In establishing the existence of palm beetles during this period, the team was able to hypothesize as to the existence of palm plants — the beetles’ food source — even without fossil evidence of the palm plants themselves. Mathewes summarized, “Finding [the beetles] basically proved that there had to be palms, even though we did not have the fossils.”

Furthermore, their existence proves that during a period of global warming in the geological past, there were mild, frost-free winters in North America.

Mathewes explained, “To give you some background, palms are very important climate indicators. We are particularly interested in the climate of this period called the greenhouse earth, which was the warmest period since the extinction of the dinosaurs in the last 65 million years. This was around 50 to 53 million years ago.”

He continued, “In the Eocene greenhouse world, the whole world was very warm and almost tropical everywhere, except for some of the upland areas.” Because the palms cannot survive in regions with significant frost days, the existence of palm beetles in North America indicates moderate temperatures.

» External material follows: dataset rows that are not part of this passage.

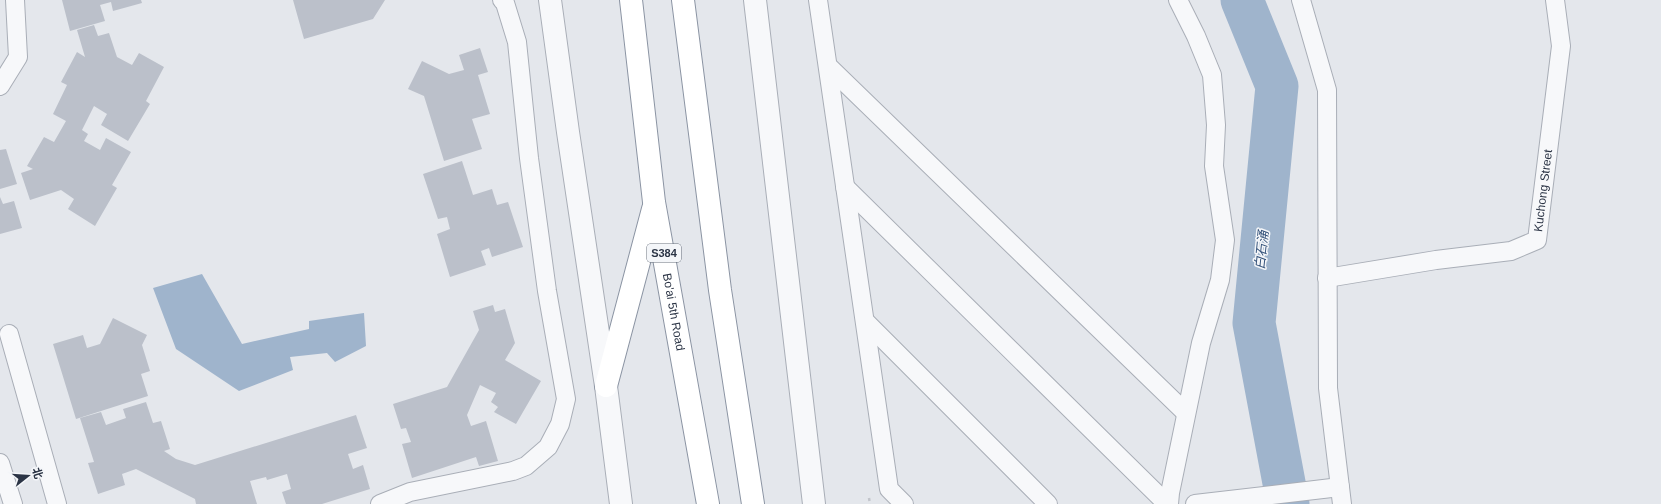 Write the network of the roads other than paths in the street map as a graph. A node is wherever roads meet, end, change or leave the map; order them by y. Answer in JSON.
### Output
{"nodes":[{"id":1,"x":15,"y":0,"type":"edge"},
{"id":2,"x":502,"y":0,"type":"edge"},
{"id":3,"x":550,"y":0,"type":"edge"},
{"id":4,"x":631,"y":0,"type":"edge"},
{"id":5,"x":683,"y":0,"type":"edge"},
{"id":6,"x":755,"y":0,"type":"edge"},
{"id":7,"x":818,"y":0,"type":"edge"},
{"id":8,"x":1178,"y":0,"type":"edge"},
{"id":9,"x":1301,"y":0,"type":"edge"},
{"id":10,"x":1555,"y":0,"type":"edge"},
{"id":11,"x":828,"y":66,"type":"junction"},
{"id":12,"x":0,"y":86,"type":"edge"},
{"id":13,"x":845,"y":188,"type":"junction"},
{"id":14,"x":654,"y":202,"type":"junction"},
{"id":15,"x":1328,"y":278,"type":"junction"},
{"id":16,"x":865,"y":321,"type":"junction"},
{"id":17,"x":9,"y":334,"type":"dead end"},
{"id":18,"x":606,"y":386,"type":"junction"},
{"id":19,"x":1186,"y":413,"type":"junction"},
{"id":20,"x":0,"y":463,"type":"edge"},
{"id":21,"x":1341,"y":496,"type":"edge"},
{"id":22,"x":1203,"y":503,"type":"edge"},
{"id":23,"x":13,"y":504,"type":"edge"},
{"id":24,"x":57,"y":504,"type":"edge"},
{"id":25,"x":380,"y":504,"type":"edge"},
{"id":26,"x":621,"y":504,"type":"edge"},
{"id":27,"x":708,"y":504,"type":"edge"},
{"id":28,"x":753,"y":504,"type":"edge"},
{"id":29,"x":814,"y":504,"type":"edge"},
{"id":30,"x":904,"y":504,"type":"edge"},
{"id":31,"x":1048,"y":504,"type":"edge"},
{"id":32,"x":1168,"y":504,"type":"edge"}],
"edges":[{"from":1,"to":12,"type":"street"},
{"from":2,"to":25,"type":"street"},
{"from":3,"to":18,"type":"street"},
{"from":4,"to":14,"type":"highway","name":"Bo'ai 5th Road","number":"S384"},
{"from":5,"to":28,"type":"highway"},
{"from":6,"to":29,"type":"street"},
{"from":7,"to":11,"type":"street"},
{"from":8,"to":19,"type":"street"},
{"from":9,"to":15,"type":"street"},
{"from":10,"to":15,"type":"street","name":"Kuchong Street"},
{"from":11,"to":13,"type":"street"},
{"from":11,"to":19,"type":"street"},
{"from":13,"to":16,"type":"street"},
{"from":13,"to":32,"type":"street"},
{"from":14,"to":18,"type":"highway"},
{"from":14,"to":27,"type":"highway","name":"Bo'ai 5th Road","number":"S384"},
{"from":15,"to":21,"type":"street"},
{"from":16,"to":30,"type":"street"},
{"from":16,"to":31,"type":"street"},
{"from":17,"to":24,"type":"street"},
{"from":18,"to":26,"type":"street"},
{"from":19,"to":32,"type":"street"},
{"from":20,"to":23,"type":"street"},
{"from":21,"to":22,"type":"street"}]}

The team investigated fossils from a number of sites in central British Columbia, in an area called the Okanagan Highlands. In the Okanagan Highlands, fossil lake deposits formed during a period of mountain building and volcanism that preserved plants, flowers, and insects, among other things. “The fossil record is wonderful,” Mathewes said.

Mathewes has been making fossil collections for over 30 years. Archibald discovered beetles called bruchines in these collections; it was in these collections that he found a set of beetles of a certain family called palm beetles, which feed only on the seeds of palm trees.

Archibald researched and found one specimen at first, and thought there must be more. He “found three sites, possibly a fourth, that have these palm bruchine, which span about over a 1,000 kilometres of latitude from northern Washington to Smithers in the center of BC, and everywhere in between,” Mathewes said.

Looking at climate change clues in the distant past, the team hopes to provide greater insight into the future as the world increasingly experiences the effects of global warming.